To begin, set up the basics on the Certified Technology Portal. If you need access to it, please let us know. Then, these are the steps:

  1. Create an Azure RHEL (latest major version) Azure VM. You can find this by searching for "Red Hat Enterprise Linux" in the Marketplace, and then setting up the official image provided by Red Hat. Be sure to keep HTTP and HTTPS ports open. (While you don't need an Azure VM, doing it this way makes things simpler than a local virtualized setup, for example.)
  2. Connect with MobaXterm or your terminal of choice, using the VM’s public IP, “azureuser” as the user, and the private key PEM file Azure lets you download when creating the VM.
  3. Open up port 80:

    sudo systemctl status firewalld
    sudo firewall-cmd --zone=public --add-port=80/tcp --permanent
    sudo firewall-cmd --reload
    
  4. Open the full OC source that was released, and publish it. Use Release Configuration, self-contained, with the Target Runtime linux-x64. You can do this with right click, then "Publish" from Visual Studio as well. Upload the publish folder to the VM (what you can do from the file browser of MobaXterm).

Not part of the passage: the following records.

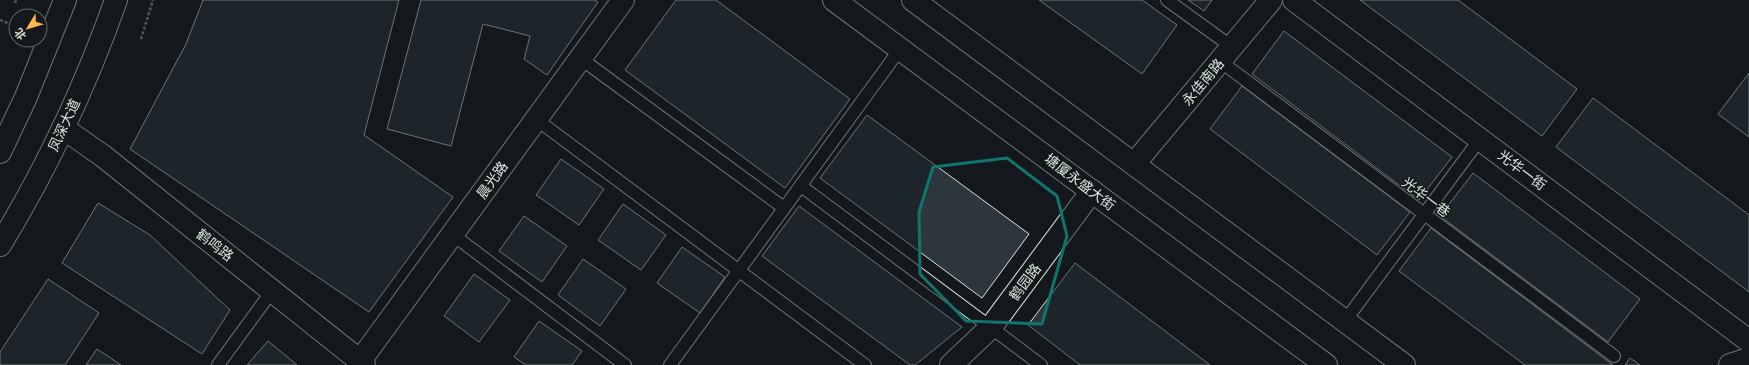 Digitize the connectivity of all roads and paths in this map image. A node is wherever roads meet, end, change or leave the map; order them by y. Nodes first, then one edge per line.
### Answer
1 (65, 0) edge
2 (116, 0) edge
3 (152, 0) edge
4 (623, 0) edge
5 (834, 0) edge
6 (913, 0) edge
7 (1167, 0) edge
8 (1271, 0) edge
9 (1294, 0) edge
10 (141, 39) dead end
11 (900, 49) junction
12 (1226, 54) junction
13 (580, 58) junction
14 (536, 119) junction
15 (63, 128) junction
16 (1480, 139) junction
17 (0, 152) edge
18 (1134, 164) junction
19 (801, 186) junction
20 (1092, 191) junction
21 (784, 208) junction
22 (1425, 214) junction
23 (452, 234) junction
24 (0, 245) edge
25 (739, 271) junction
26 (272, 290) junction
27 (1345, 321) junction
28 (991, 327) junction
29 (1749, 341) edge
30 (1614, 356) dead end
31 (1749, 359) edge
32 (362, 363) edge
33 (218, 365) edge
34 (625, 365) edge
35 (670, 365) edge
36 (865, 365) edge
37 (951, 365) edge
38 (1041, 365) edge
39 (1326, 365) edge
40 (1404, 365) edge
41 (1730, 365) edge

1 - 17 street
2 - 15 street, 凤深大道
3 - 10 path
4 - 13 street, 晨光路
5 - 11 street, 塘厦永盛大街
6 - 18 street
7 - 12 lane, 光华一巷
8 - 12 street, 永佳南路
9 - 16 street, 光华一街
11 - 19 lane
11 - 20 street, 塘厦永盛大街
12 - 18 street, 永佳南路
12 - 22 lane, 光华一巷
13 - 14 street, 晨光路
13 - 21 lane
14 - 23 street, 晨光路
14 - 25 lane
15 - 24 street, 凤深大道
15 - 26 street, 鹤鸣路
16 - 22 lane
16 - 29 street, 光华一街
18 - 27 street
19 - 21 lane
19 - 28 lane
20 - 28 street, 鹤园路
20 - 39 street, 塘厦永盛大街
21 - 25 lane
22 - 27 lane
22 - 30 lane, 光华一巷
23 - 32 street, 晨光路
23 - 34 lane
25 - 35 lane
25 - 36 lane
26 - 32 street, 鹤鸣路
26 - 33 lane
27 - 40 street
28 - 37 street, 鹤园路
28 - 38 lane
31 - 41 street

  5. Test running the app with:

    sudo mkdir -m 777 App_Data
    sudo mkdir -m 777 wwwroot
    sudo chmod 777  ./OrchardCore.Cms.Web
    sudo ./OrchardCore.Cms.Web --urls http://*:80 --wwwroot
    
  6. Open the IP of the VM in a web browser; you should see the setup screen and should be able to run the setup too.

  7. Open a new SSH window while keeping Orchard running, and follow the non-containerized application certification docs.

  8. Run all commands prefixed with sudo since you can't use the root user.

  9. If you get "Ignoring request to attach. It is disabled for org ... because of the content access mode setting." then Simple Content Access needs to be disabled under the Red Hat Customer Portal's Overview page. Then you can try attaching again.
  10. Open the output of rhcert-cli save. If it contains an "Error: File system layout NOT in conformation with recommended standards" message, then check if it complains about the root partition size; if it does, then follow the Azure docs to increase it to at least 10 GB.

  11. Once the certification is done and confirmed by Red Hat, delete the VM and all the related resources, as well as the system under the Systems page of the Red Hat Customer Portal.